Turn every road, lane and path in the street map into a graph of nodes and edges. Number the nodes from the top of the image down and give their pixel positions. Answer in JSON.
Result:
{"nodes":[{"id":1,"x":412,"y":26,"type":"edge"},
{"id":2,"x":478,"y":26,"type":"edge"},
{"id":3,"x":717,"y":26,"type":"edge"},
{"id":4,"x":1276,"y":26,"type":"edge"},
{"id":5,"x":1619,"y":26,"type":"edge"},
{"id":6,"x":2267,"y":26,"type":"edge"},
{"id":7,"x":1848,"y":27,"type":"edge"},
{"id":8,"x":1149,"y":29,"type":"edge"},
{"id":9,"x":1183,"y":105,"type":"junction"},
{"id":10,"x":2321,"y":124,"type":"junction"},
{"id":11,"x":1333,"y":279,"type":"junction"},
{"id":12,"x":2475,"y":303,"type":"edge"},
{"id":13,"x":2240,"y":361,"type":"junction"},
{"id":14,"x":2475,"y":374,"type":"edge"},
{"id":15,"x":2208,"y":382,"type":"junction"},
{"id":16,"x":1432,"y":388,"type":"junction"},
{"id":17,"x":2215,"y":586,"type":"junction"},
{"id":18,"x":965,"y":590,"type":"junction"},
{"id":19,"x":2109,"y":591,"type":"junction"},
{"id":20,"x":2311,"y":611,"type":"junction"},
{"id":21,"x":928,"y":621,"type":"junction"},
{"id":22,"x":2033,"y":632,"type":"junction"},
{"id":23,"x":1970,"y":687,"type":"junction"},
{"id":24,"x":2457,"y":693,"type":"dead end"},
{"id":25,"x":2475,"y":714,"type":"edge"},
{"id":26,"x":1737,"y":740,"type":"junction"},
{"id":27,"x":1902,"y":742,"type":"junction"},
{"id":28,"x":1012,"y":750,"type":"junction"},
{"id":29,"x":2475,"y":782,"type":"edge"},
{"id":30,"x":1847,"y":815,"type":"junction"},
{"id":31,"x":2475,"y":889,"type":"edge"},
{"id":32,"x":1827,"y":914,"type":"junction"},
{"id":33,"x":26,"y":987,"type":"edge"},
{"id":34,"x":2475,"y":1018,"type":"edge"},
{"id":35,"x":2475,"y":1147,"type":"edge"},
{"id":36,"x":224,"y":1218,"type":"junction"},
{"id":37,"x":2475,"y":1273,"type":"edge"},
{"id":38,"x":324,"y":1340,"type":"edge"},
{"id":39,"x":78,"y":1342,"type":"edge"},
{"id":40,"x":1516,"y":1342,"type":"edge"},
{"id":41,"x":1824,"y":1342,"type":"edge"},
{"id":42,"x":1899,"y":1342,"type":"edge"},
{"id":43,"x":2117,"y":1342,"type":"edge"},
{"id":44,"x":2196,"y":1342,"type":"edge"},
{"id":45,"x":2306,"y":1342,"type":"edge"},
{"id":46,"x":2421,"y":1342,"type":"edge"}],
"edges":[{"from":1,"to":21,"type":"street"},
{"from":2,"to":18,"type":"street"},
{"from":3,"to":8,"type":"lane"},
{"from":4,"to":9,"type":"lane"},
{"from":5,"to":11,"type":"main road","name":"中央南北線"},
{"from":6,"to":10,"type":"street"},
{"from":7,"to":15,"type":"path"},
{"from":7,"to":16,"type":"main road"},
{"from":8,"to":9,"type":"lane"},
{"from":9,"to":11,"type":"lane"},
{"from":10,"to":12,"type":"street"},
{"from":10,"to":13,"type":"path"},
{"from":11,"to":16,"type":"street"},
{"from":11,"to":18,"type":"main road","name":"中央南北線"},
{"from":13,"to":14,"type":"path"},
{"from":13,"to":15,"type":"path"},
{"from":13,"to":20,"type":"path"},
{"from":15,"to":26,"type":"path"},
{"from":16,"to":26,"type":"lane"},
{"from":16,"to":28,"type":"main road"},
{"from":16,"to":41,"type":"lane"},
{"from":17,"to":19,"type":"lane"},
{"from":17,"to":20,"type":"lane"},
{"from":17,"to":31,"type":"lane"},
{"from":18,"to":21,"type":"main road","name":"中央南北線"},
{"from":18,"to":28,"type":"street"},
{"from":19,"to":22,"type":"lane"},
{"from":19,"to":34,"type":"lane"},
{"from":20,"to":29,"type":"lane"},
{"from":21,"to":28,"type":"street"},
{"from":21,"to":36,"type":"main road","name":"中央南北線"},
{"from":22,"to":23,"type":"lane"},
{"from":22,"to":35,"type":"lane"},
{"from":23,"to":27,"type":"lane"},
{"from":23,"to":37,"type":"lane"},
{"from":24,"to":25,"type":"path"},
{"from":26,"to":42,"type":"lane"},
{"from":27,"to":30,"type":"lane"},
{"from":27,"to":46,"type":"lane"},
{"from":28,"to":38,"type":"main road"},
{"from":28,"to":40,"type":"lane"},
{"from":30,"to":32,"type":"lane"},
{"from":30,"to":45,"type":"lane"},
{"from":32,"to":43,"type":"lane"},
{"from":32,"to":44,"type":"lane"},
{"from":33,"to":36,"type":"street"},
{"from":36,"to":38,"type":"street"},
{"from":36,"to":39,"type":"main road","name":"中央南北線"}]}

* **Problem statement**:
Looking at the listing above, which lines hold "nodes"? Copy every such line.

* **Output for this task**:
Turn every road, lane and path in the street map into a graph of nodes and edges. Number the nodes from the top of the image down and give their pixel positions. Answer in JSON.
{"nodes":[{"id":1,"x":412,"y":26,"type":"edge"},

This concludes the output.